The majority of the processing is performed in client-side JavaScript. The prediction calculations are currently performed in Python-based webservice hosted on Heroku, as the implementation is using Sci-kit Learn's [RandomForest](http://scikit-learn.org/stable/modules/generated/sklearn.ensemble.RandomForestClassifier.html) library. Initially, there was significant latency when using the webservice, with delays up to 20 seconds for a single prediction. This does not meet our goals of having a very interactive, game-like experience when performing predictions. 

We unsuccessfully attempted to replace the webservice with a client-based Random Forest JavaScript implementation, such as [Karpathy's](https://github.com/karpathy/forestjs).

Update 4/18/2016. We did some further investigation and found that Karpathy's implementation does not appear to provide the prediction probabilities in a useful (or perhaps even accurate) fashion. The next library we will try is from [JFrazelle](https://github.com/jfrazelle/random-forest-classifier).

Update April 20, 2016. Today, we made major progress in solving the web service performance problem. It turns out that when being hosted on Heroku, the webservice was retraining the entire Random Forest for every single prediction request. We made three changes to the web service that **dropped the prediction time from at least 20 seconds to 2 seconds**:

* We trained the Random Forest on our development machines and persisted the result in a file (using Python pickling). We tried the using recommended Sci-kit [jobload](http://scikit-learn.org/stable/tutorial/basic/tutorial.html#model-persistence) but that generated 2 GB of 5000 persistence files! 
  * We also looked into using Redis, but that had other complications. It wasn't clear if we could store a 300 MB string in Redis. It would have involved other dependencies in the webservice, and the performance improvement may not have been great. Given we were reading a static Random Forest object, there was likely little advantage to using Redis.
* We reduced the number of estimators / decision trees from 1000 to 150 to save time and pickle file size. The resulting pickle size was *only* 271 MB. We do not believe there is a significant difference in prediction accuracy.
* We reduced the number of gunicorn threads from unlimited to 2 based on a [Stackoverflow Suggestion](http://stackoverflow.com/questions/12079582/error-r14-memory-quota-exceeded-not-visible-in-new-relic) that worked out really well. It had the added advantage of keeping the classifier in memory more frequently.

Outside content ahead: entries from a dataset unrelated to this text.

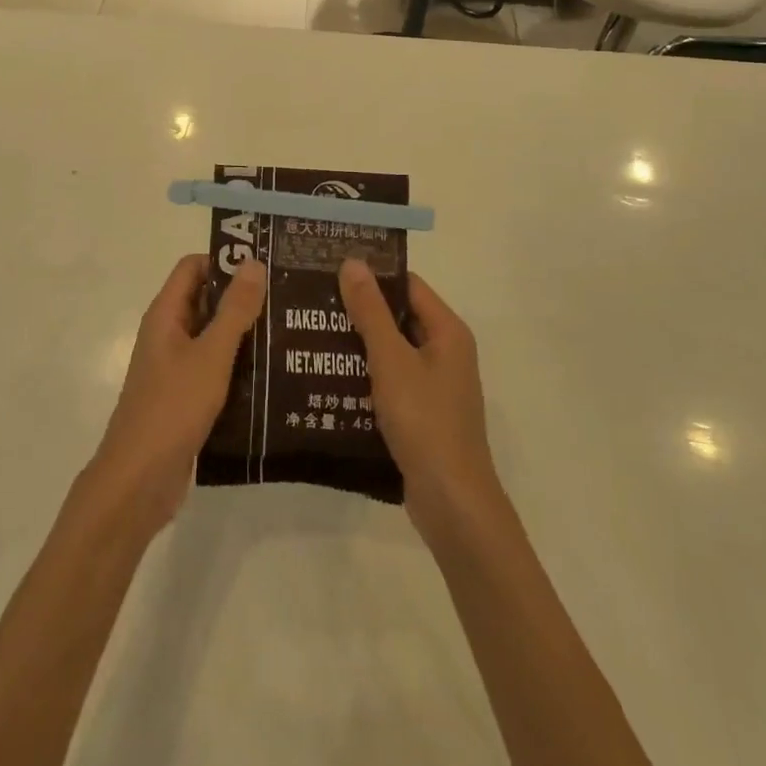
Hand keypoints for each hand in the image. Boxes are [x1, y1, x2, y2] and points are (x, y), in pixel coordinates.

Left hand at [87, 254, 266, 533]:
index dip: (225, 260)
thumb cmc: (172, 408)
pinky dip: (239, 367)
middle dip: (242, 298)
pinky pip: (215, 370)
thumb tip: (253, 262)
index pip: (193, 267)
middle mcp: (168, 335)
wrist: (138, 482)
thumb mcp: (210, 355)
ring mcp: (175, 368)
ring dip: (244, 334)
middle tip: (288, 297)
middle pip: (206, 300)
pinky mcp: (185, 398)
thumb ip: (234, 310)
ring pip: (213, 338)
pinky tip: (274, 376)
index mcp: (166, 315)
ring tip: (290, 332)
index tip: (266, 264)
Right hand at [337, 259, 502, 544]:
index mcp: (447, 331)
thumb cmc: (425, 421)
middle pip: (399, 316)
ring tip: (312, 335)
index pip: (407, 285)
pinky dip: (365, 375)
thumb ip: (371, 311)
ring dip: (358, 344)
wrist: (452, 504)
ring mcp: (435, 385)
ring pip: (391, 351)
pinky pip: (391, 381)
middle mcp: (446, 352)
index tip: (331, 269)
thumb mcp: (391, 360)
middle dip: (359, 310)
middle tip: (313, 301)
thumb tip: (353, 262)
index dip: (372, 275)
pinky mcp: (422, 414)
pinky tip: (330, 378)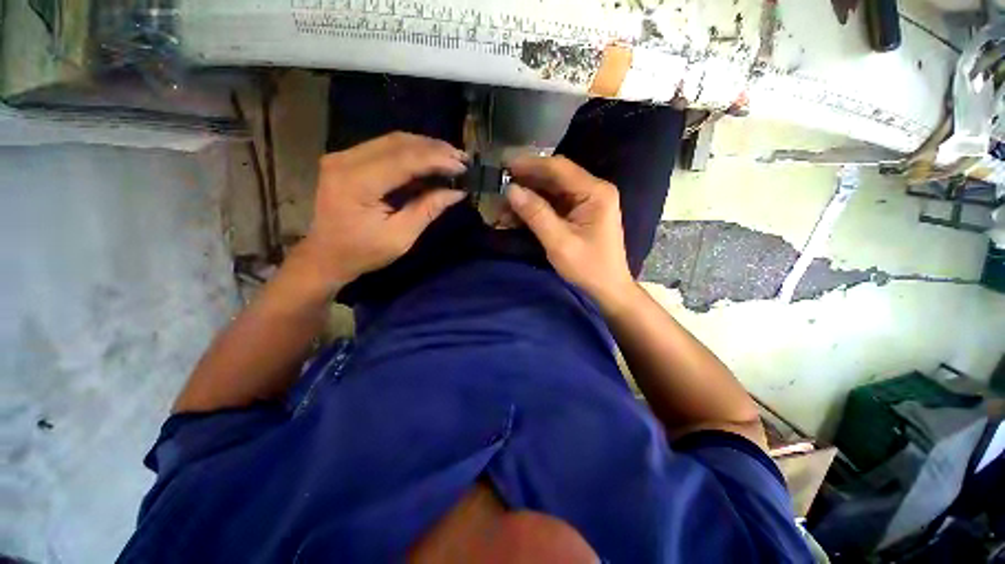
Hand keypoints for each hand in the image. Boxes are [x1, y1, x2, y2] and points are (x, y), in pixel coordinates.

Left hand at [301, 132, 467, 290]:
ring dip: (425, 147)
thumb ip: (428, 209)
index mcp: (356, 183)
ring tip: (451, 158)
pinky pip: (385, 147)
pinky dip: (411, 152)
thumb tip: (458, 192)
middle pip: (398, 143)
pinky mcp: (347, 159)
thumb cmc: (363, 252)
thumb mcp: (401, 237)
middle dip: (435, 149)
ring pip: (393, 141)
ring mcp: (343, 156)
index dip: (437, 160)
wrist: (326, 255)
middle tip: (462, 159)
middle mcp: (345, 160)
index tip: (463, 166)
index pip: (404, 160)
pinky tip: (430, 160)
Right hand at [505, 156, 634, 304]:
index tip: (503, 165)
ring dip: (527, 198)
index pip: (559, 168)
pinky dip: (535, 209)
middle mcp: (593, 190)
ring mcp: (586, 202)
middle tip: (499, 187)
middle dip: (526, 182)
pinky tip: (516, 216)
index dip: (530, 164)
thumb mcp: (559, 242)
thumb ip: (536, 214)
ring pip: (551, 191)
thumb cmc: (588, 268)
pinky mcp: (579, 214)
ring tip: (503, 207)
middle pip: (554, 177)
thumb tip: (511, 190)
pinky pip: (553, 205)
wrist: (607, 289)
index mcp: (595, 192)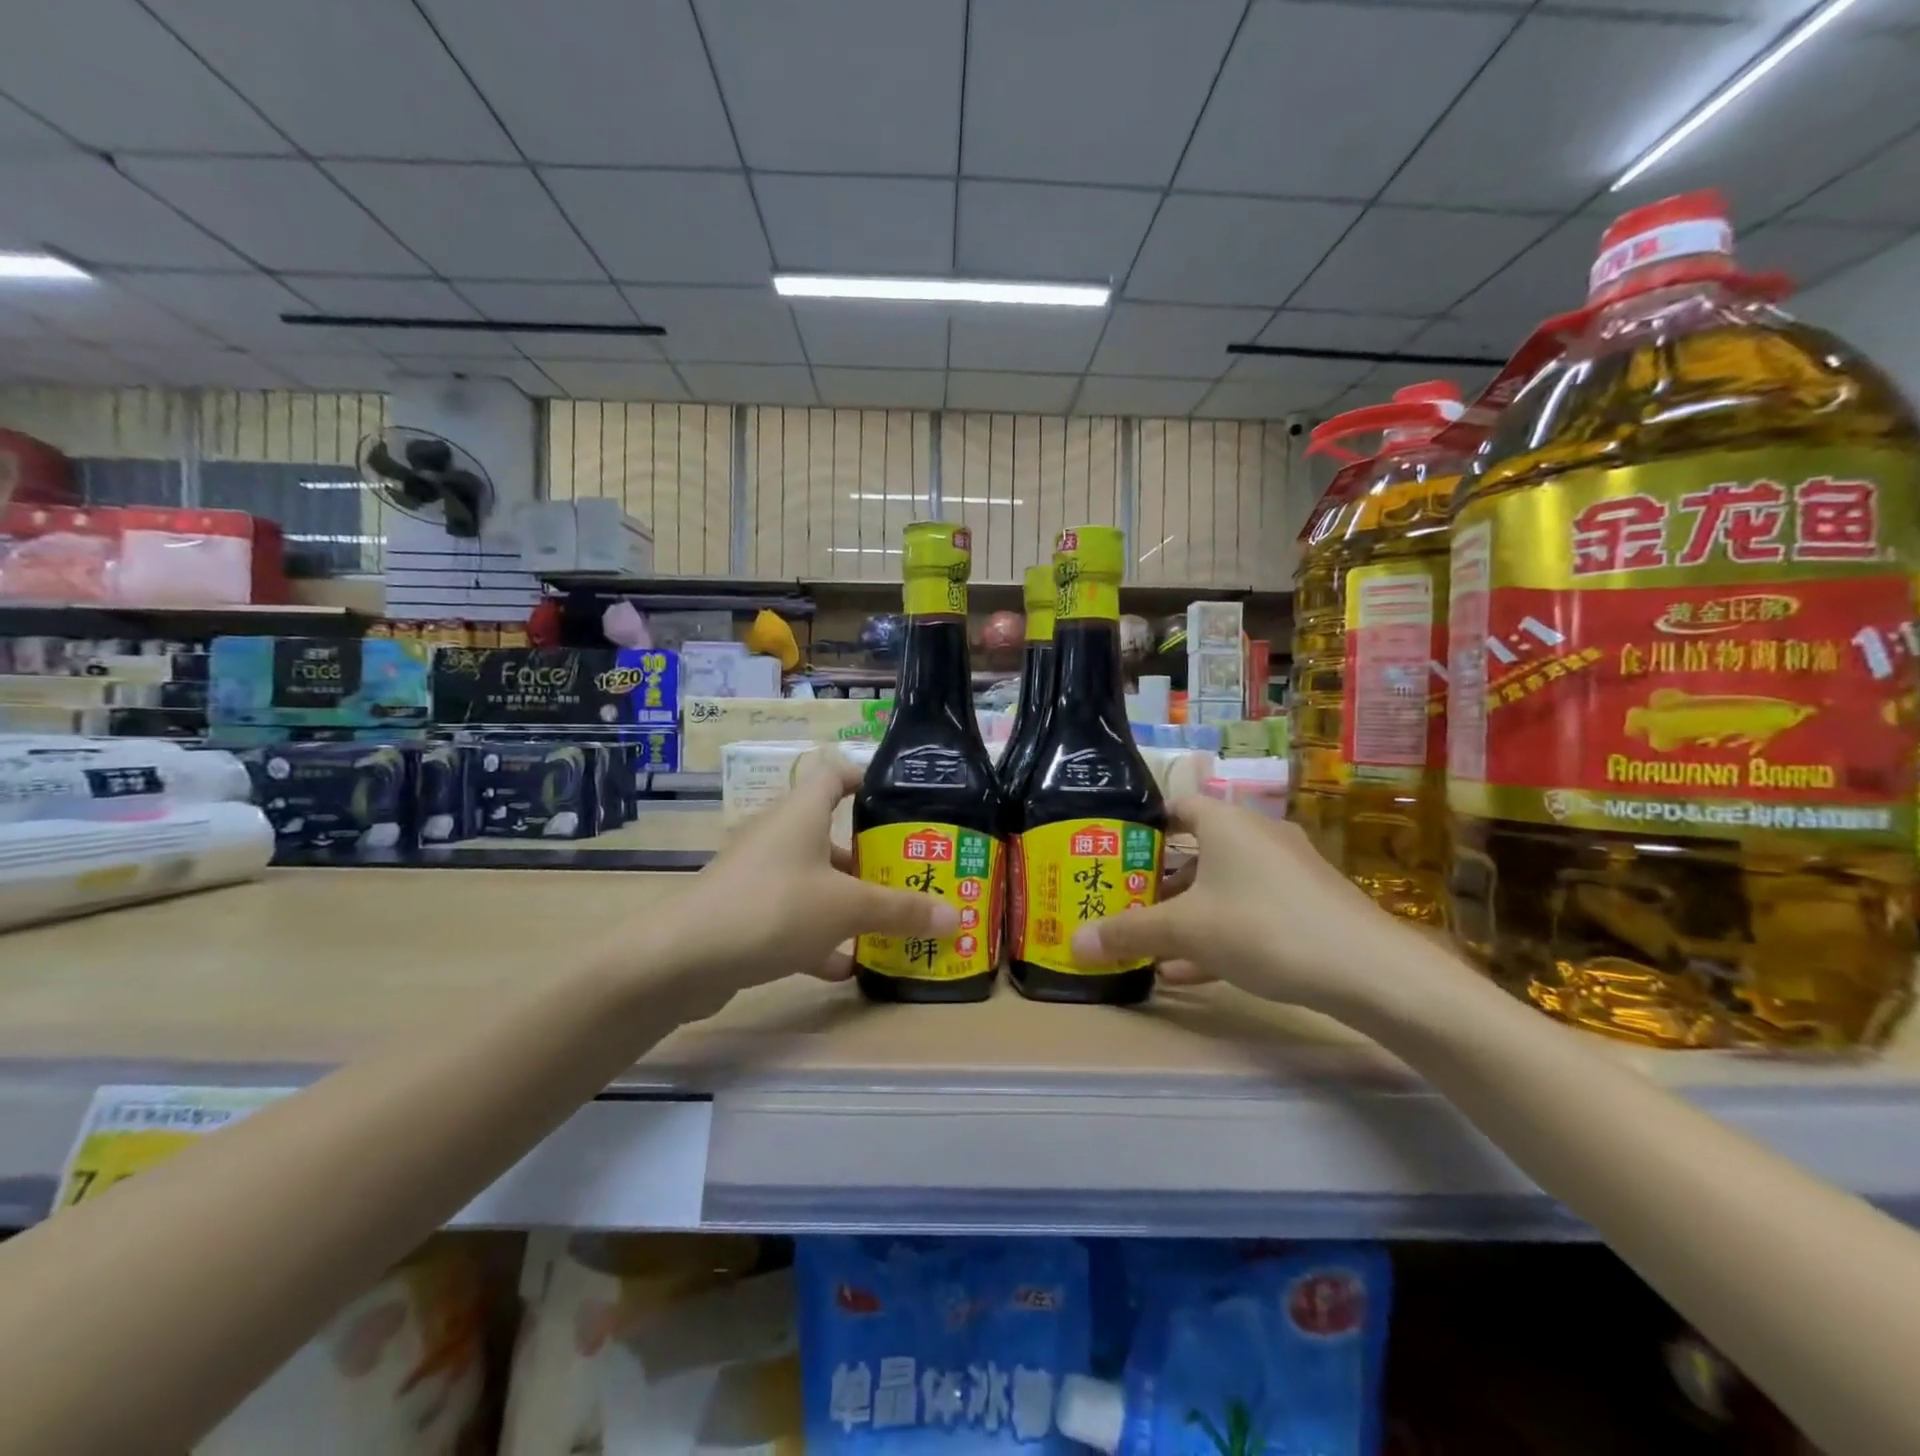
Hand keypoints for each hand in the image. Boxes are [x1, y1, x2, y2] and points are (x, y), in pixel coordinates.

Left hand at [637, 754, 957, 998]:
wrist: (682, 960)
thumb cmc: (773, 908)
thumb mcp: (846, 908)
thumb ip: (901, 911)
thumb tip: (957, 917)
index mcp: (801, 814)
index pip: (835, 775)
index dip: (867, 780)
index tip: (901, 802)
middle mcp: (778, 836)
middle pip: (830, 833)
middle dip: (869, 855)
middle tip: (908, 874)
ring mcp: (757, 875)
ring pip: (813, 878)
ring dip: (846, 899)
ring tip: (887, 922)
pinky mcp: (744, 912)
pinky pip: (792, 916)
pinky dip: (819, 936)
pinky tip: (846, 965)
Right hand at [1069, 796, 1427, 1017]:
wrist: (1372, 972)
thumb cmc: (1264, 927)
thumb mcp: (1187, 931)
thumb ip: (1129, 933)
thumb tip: (1073, 943)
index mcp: (1225, 823)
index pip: (1175, 806)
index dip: (1143, 826)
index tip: (1114, 853)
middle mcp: (1257, 836)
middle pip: (1196, 850)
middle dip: (1159, 881)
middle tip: (1126, 904)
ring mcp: (1287, 872)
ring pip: (1222, 886)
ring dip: (1187, 913)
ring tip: (1151, 943)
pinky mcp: (1308, 906)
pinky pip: (1250, 912)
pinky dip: (1219, 933)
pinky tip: (1190, 972)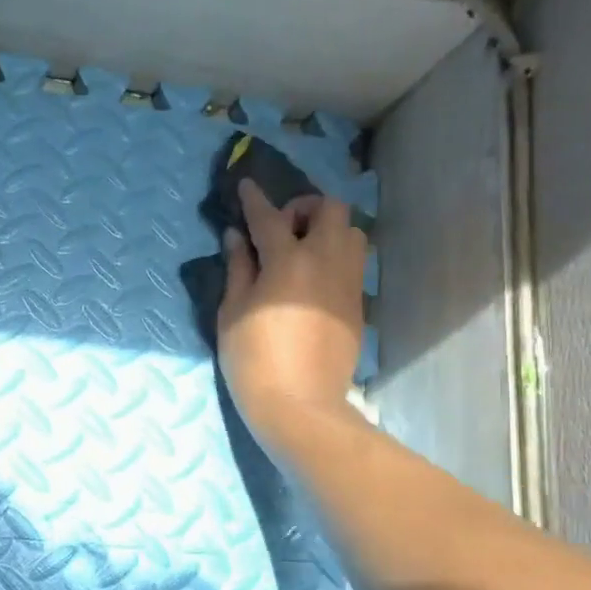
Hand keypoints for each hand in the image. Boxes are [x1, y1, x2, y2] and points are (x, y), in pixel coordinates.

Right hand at [217, 180, 367, 454]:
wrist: (299, 404)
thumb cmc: (253, 359)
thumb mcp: (232, 312)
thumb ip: (238, 268)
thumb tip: (237, 237)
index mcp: (288, 260)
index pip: (270, 217)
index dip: (255, 199)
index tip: (246, 185)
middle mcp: (326, 261)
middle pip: (331, 209)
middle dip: (305, 207)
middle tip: (282, 228)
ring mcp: (348, 282)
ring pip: (352, 233)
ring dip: (328, 230)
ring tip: (302, 252)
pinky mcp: (358, 304)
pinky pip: (353, 263)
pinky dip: (334, 257)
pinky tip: (313, 281)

We believe that the performance is adequate enough for now. We will turn our attention to the innovative visualization.

<a id="libraries"></a>
## Dependent Libraries and Tools

The Prediction and Drill down visualizations were implemented in [D3](https://d3js.org/). The Innovative (3d) visualization was implemented in [three.js](http://threejs.org/).

In addition to aforementioned Scikit Learn Random Forest library, we also used a Python script to convert the Process book from iPython / [Jupyter](http://jupyter.org/) notebooks to static HTML. Each chapter is a separate notebook, which is then loaded in a single HTML page, accessed via [jQuery](https://jquery.com/) 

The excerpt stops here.